Regulation of the intrarenal renin‐angiotensin system in diabetic db/db mice

The rising prevalence of obesity in the US is paralleled by an increase in the prevalence of type II diabetes. Recent studies have highlighted the importance of blockade of the renin‐angiotensin system (RAS) in protecting against end‐organ kidney damage due to diabetes. The purpose of this study was to examine the intrarenal RAS in diabetic leptin receptor deficient db/db and control mice. In addition, we examined the effect of stimulation of the intrarenal RAS with a low salt (LS) diet in db/db and control mice. Control and db/db male mice fed normal chow were examined at 7 and 14 weeks of age. At 7 weeks, ACE mRNA expression was decreased by 2‐fold in the kidney of db/db compared to control. In contrast, ACE2 mRNA expression was increased by 2‐fold in kidneys from db/db compared to control. No changes in angiotensinogen or renin gene expression were detected. At 14 weeks, changes in ACE and ACE2 gene expression in the kidney of db/db mice were accompanied by an increase in angiotensinogen and renin mRNA expression. To determine if the kidney RAS responds appropriately to LS challenge in db/db mice, we fed control and db/db mice a LS diet from 7 to 14 weeks of age. Control mice fed a LS diet exhibited a robust increase in renin and ACE mRNA expression in the kidney. In contrast, mRNA expression of RAS components in kidneys from db/db mice fed a LS diet was similar to that of 14 week‐old db/db mice fed the chow diet. However, marked kidney hypertrophy was present in db/db mice fed a LS diet.
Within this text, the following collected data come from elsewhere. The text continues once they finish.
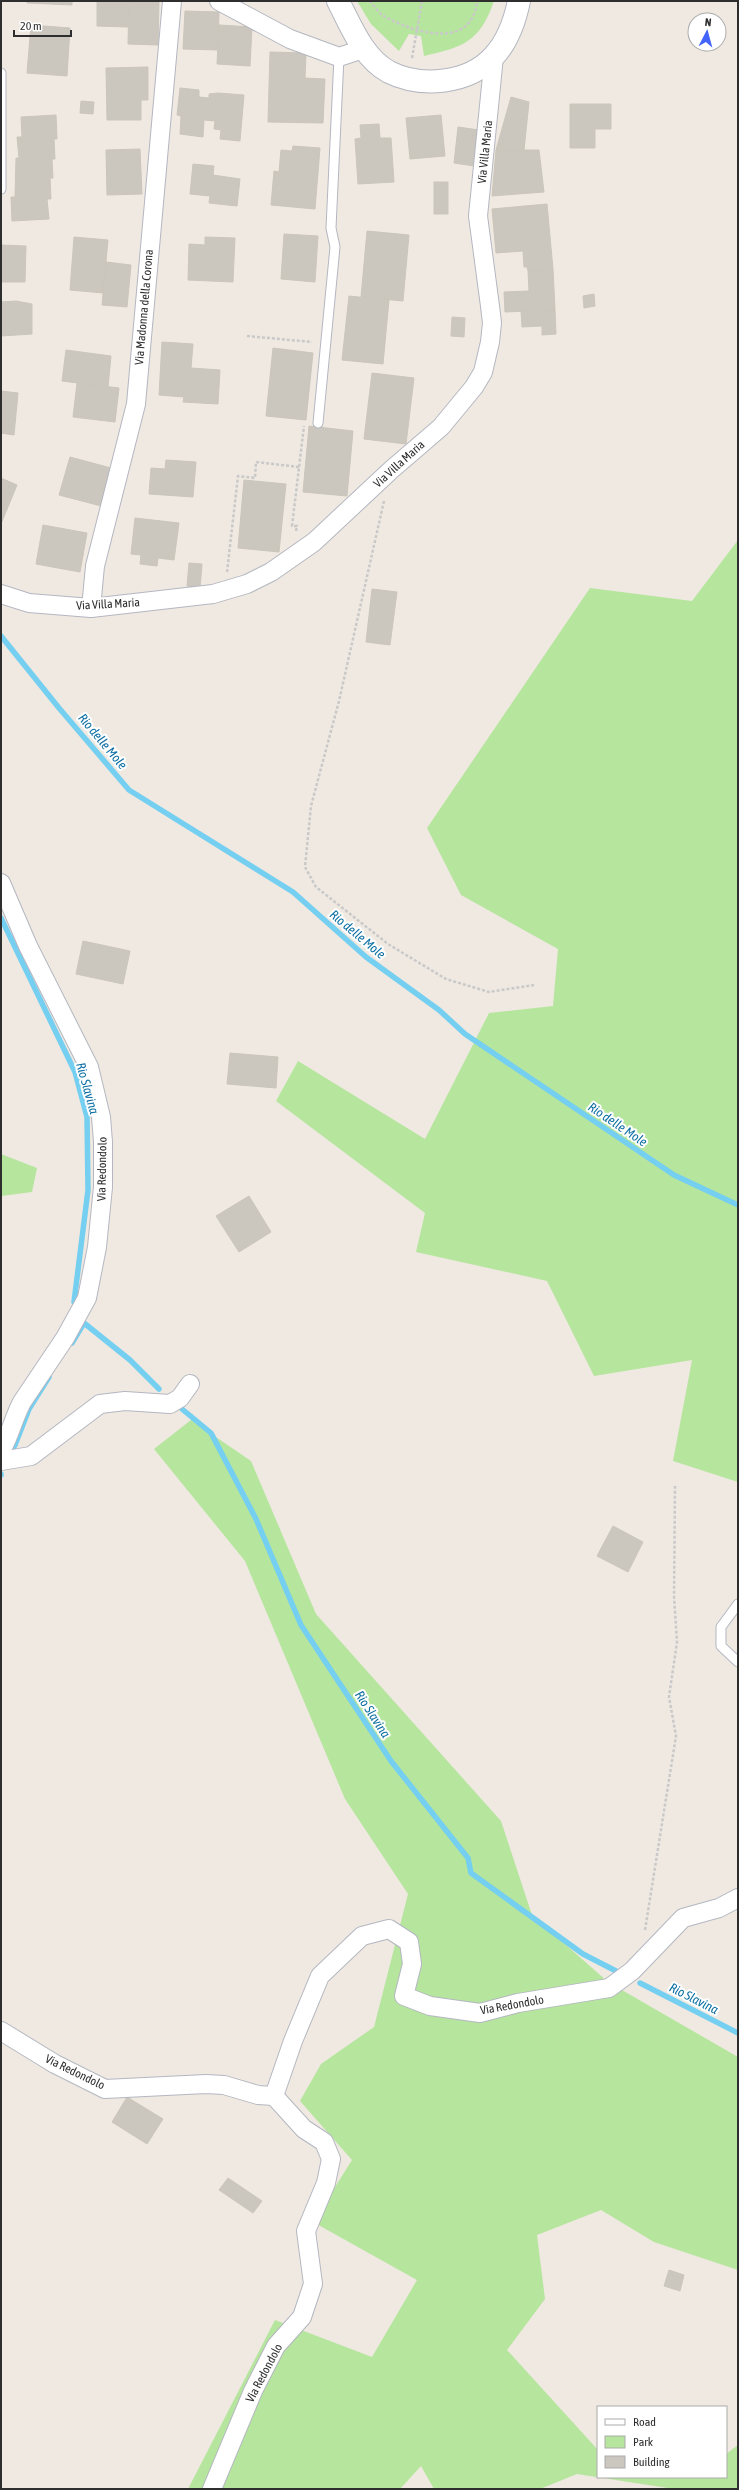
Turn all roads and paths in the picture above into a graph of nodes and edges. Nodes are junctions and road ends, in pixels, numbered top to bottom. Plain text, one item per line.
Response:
1 (172, 1) edge
2 (219, 1) edge
3 (338, 1) edge
4 (370, 1) edge
5 (422, 1) edge
6 (476, 1) edge
7 (519, 1) edge
8 (418, 29) junction
9 (363, 49) junction
10 (494, 56) junction
11 (339, 57) junction
12 (412, 58) dead end
13 (1, 73) edge
14 (1, 92) edge
15 (1, 189) edge
16 (247, 336) dead end
17 (318, 343) dead end
18 (318, 423) joint
19 (299, 467) junction
20 (391, 470) junction
21 (296, 538) dead end
22 (225, 590) junction
23 (1, 594) edge
24 (91, 608) junction
25 (1, 883) edge
26 (534, 986) dead end
27 (190, 1384) dead end
28 (1, 1451) edge
29 (1, 1462) edge
30 (675, 1486) dead end
31 (738, 1604) edge
32 (738, 1662) edge
33 (738, 1898) edge
34 (645, 1932) dead end
35 (1, 2031) edge
36 (274, 2096) junction
37 (212, 2489) edge

1 - 24 street, Via Madonna della Corona
2 - 11 street
3 - 9 street
4 - 8 path
5 - 8 path
6 - 8 path
7 - 10 street
8 - 12 path
9 - 10 street
9 - 11 street
10 - 20 street, Via Villa Maria
11 - 18 lane
13 - 14 lane
14 - 15 lane
16 - 17 path
18 - 19 path
19 - 21 path
19 - 22 path
20 - 22 street, Via Villa Maria
20 - 26 path
22 - 24 street, Via Villa Maria
23 - 24 street, Via Villa Maria
25 - 28 street, Via Redondolo
27 - 29 street
30 - 34 path
31 - 32 lane
33 - 36 street, Via Redondolo
35 - 36 street, Via Redondolo
36 - 37 street, Via Redondolo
These results demonstrate a shift in the intrarenal RAS of diabetic mice from a renoprotective (7 weeks of age) to a detrimental phenotype (14 weeks of age). In addition, despite the inability to respond to LS challenge to further increase kidney renin expression in db/db mice, renal hypertrophy was apparent, suggesting a deleterious effect of LS diet in diabetic mice.